### WHAT THIS TASK INVOLVES
Each record below needs to be reproduced precisely, though not its pictures.
#### DATASET
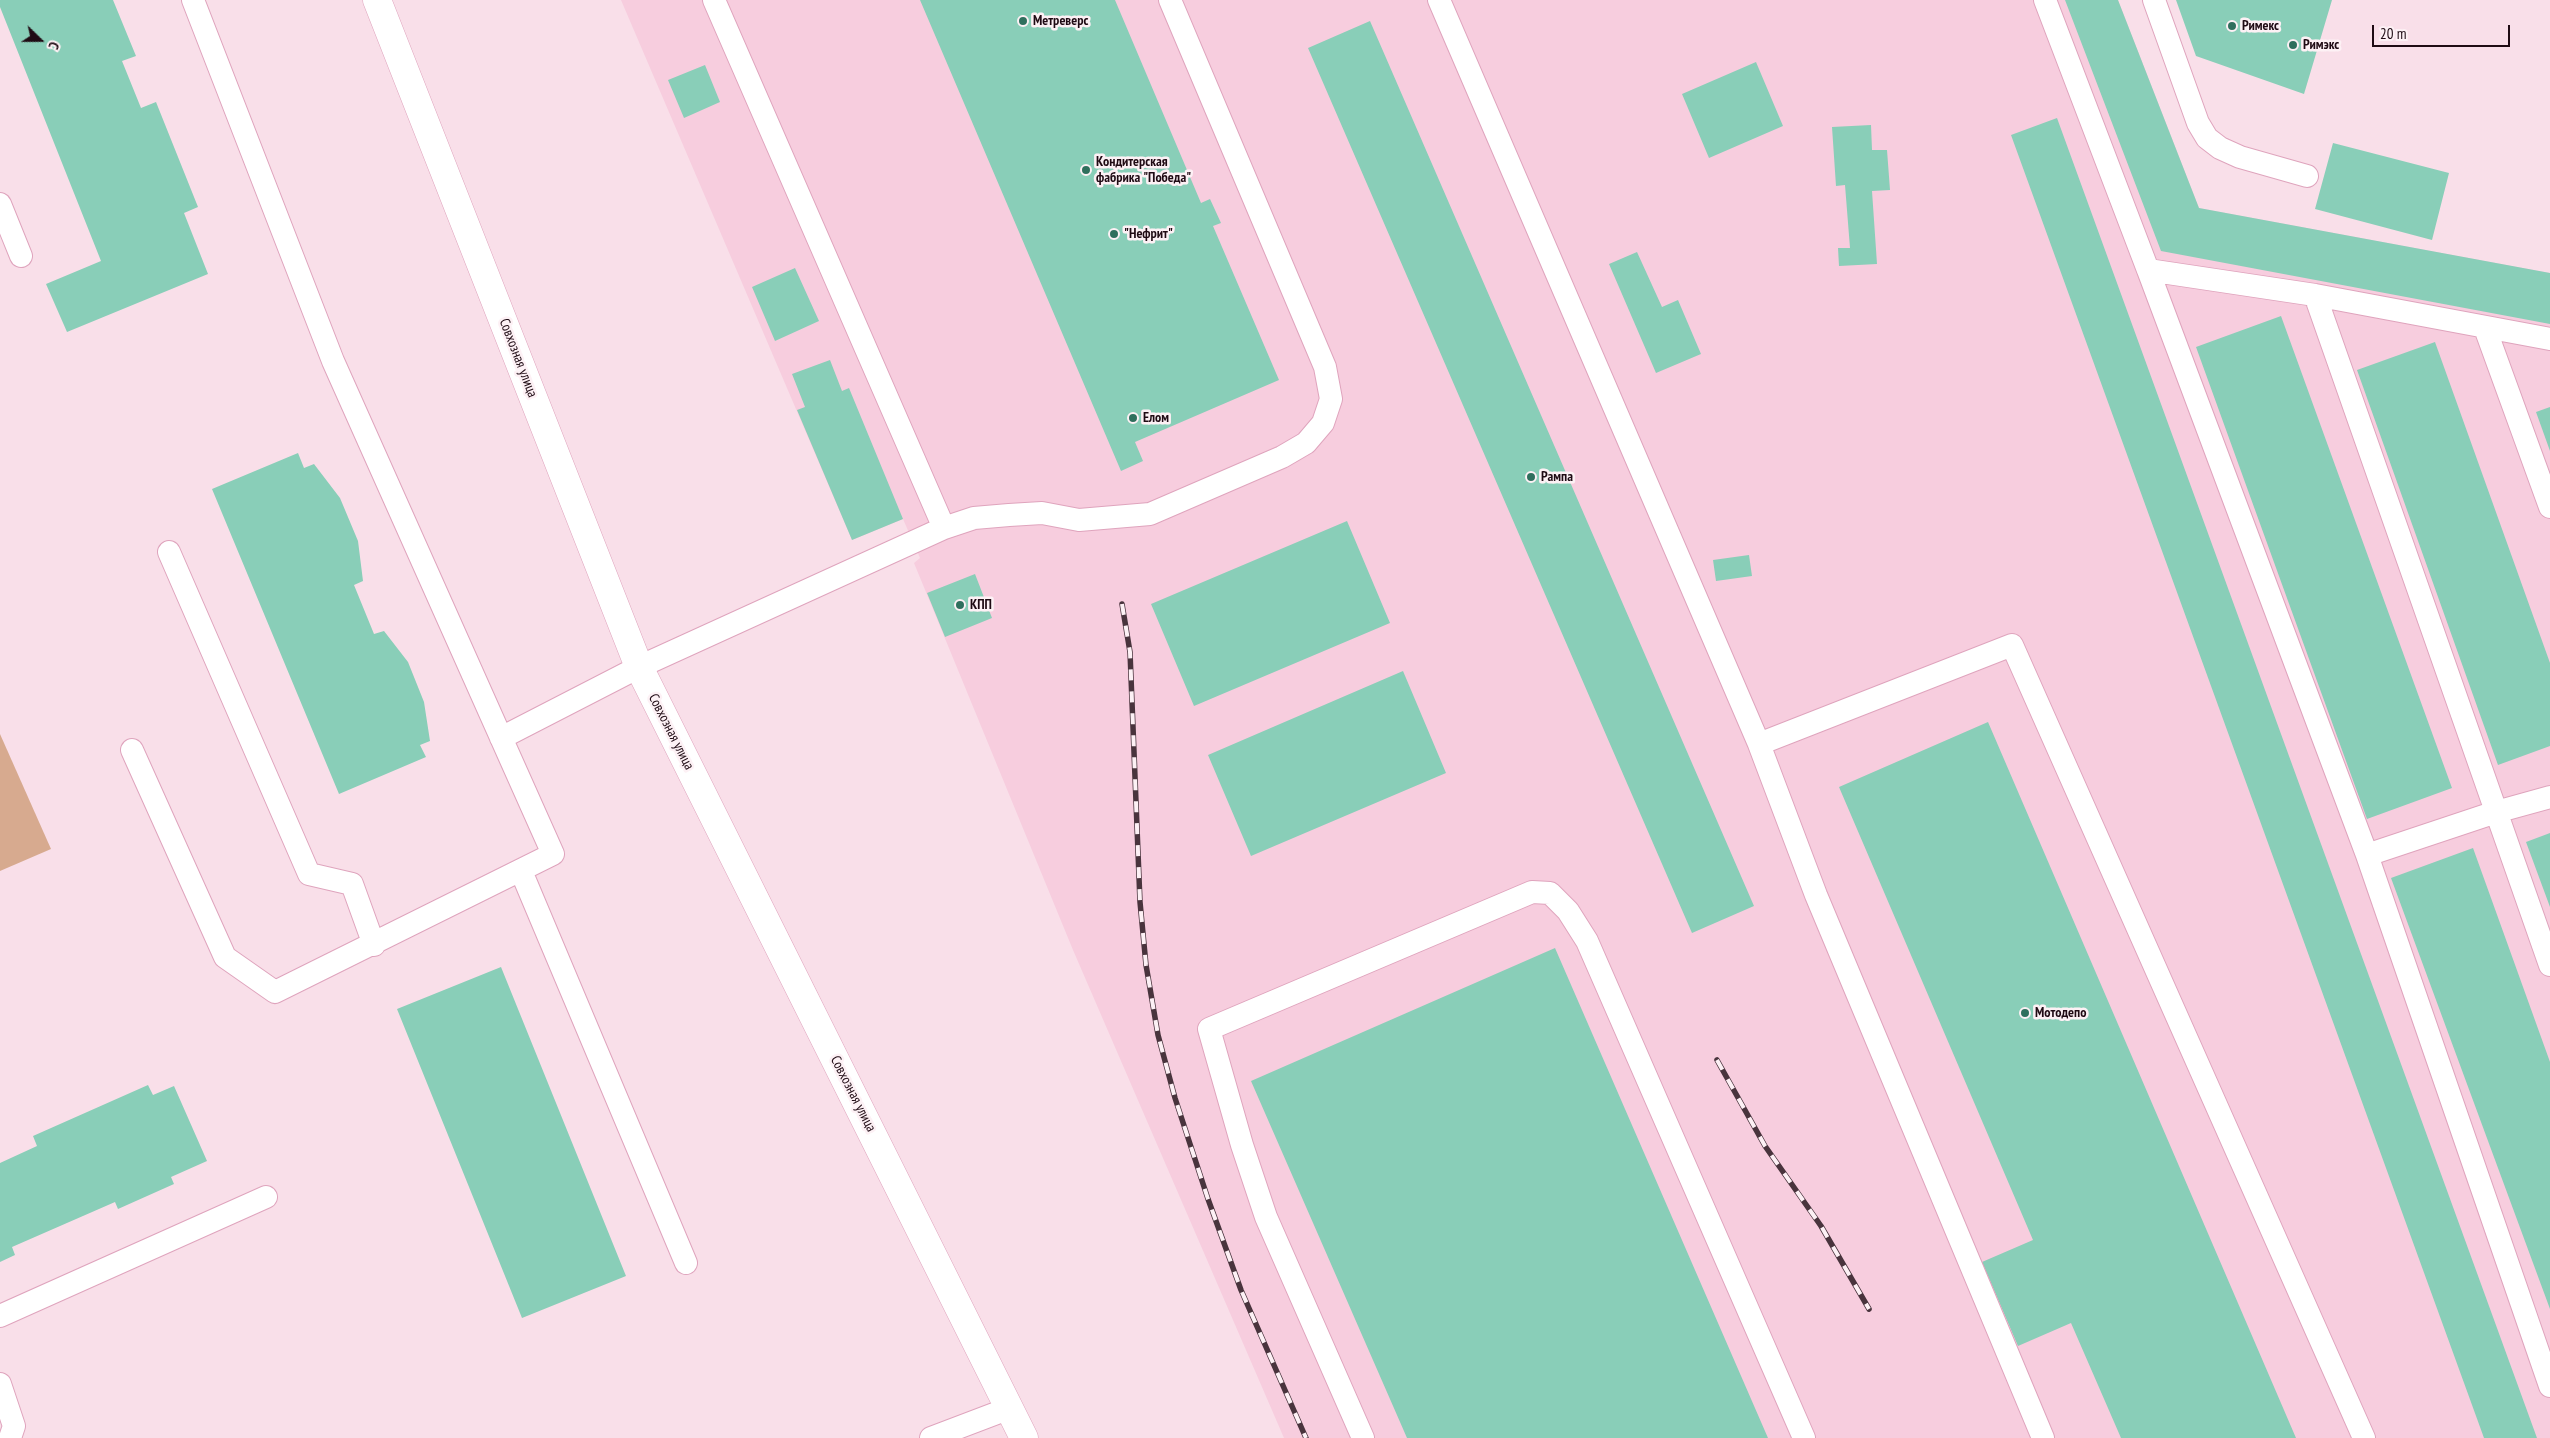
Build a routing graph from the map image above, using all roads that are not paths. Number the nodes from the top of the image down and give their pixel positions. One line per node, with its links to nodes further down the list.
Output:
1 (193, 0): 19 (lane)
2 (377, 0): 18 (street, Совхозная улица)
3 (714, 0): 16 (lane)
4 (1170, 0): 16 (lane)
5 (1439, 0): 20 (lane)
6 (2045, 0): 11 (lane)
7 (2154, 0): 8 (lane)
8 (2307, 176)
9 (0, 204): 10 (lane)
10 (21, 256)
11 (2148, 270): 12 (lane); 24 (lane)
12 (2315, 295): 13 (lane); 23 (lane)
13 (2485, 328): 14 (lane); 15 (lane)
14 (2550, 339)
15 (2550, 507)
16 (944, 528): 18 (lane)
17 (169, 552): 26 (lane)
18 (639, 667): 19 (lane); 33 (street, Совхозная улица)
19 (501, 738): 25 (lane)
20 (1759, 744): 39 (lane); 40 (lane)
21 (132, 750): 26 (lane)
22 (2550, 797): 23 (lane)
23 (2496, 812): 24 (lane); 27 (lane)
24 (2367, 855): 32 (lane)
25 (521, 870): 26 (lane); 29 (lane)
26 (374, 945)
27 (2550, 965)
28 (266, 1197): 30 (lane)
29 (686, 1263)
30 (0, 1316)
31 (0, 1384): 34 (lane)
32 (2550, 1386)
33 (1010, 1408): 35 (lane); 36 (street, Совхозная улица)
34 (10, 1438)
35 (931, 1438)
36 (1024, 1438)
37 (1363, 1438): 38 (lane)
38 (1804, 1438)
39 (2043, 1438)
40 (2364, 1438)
########
### ANSWER TO THIS PROBLEM
Build a routing graph from the map image above, using all roads that are not paths. Number the nodes from the top of the image down and give their pixel positions. One line per node, with its links to nodes further down the list.
Output:
1 (193, 0): 19 (lane)
2 (377, 0): 18 (street, Совхозная улица)
3 (714, 0): 16 (lane)
4 (1170, 0): 16 (lane)
5 (1439, 0): 20 (lane)
6 (2045, 0): 11 (lane)
7 (2154, 0): 8 (lane)
8 (2307, 176)
9 (0, 204): 10 (lane)
10 (21, 256)
11 (2148, 270): 12 (lane); 24 (lane)
12 (2315, 295): 13 (lane); 23 (lane)
13 (2485, 328): 14 (lane); 15 (lane)
14 (2550, 339)
15 (2550, 507)
16 (944, 528): 18 (lane)
17 (169, 552): 26 (lane)
18 (639, 667): 19 (lane); 33 (street, Совхозная улица)
19 (501, 738): 25 (lane)
20 (1759, 744): 39 (lane); 40 (lane)
21 (132, 750): 26 (lane)
22 (2550, 797): 23 (lane)
23 (2496, 812): 24 (lane); 27 (lane)
24 (2367, 855): 32 (lane)
25 (521, 870): 26 (lane); 29 (lane)
26 (374, 945)
27 (2550, 965)
28 (266, 1197): 30 (lane)
29 (686, 1263)
30 (0, 1316)
31 (0, 1384): 34 (lane)
32 (2550, 1386)
33 (1010, 1408): 35 (lane); 36 (street, Совхозная улица)
34 (10, 1438)
35 (931, 1438)
36 (1024, 1438)
37 (1363, 1438): 38 (lane)
38 (1804, 1438)
39 (2043, 1438)
40 (2364, 1438)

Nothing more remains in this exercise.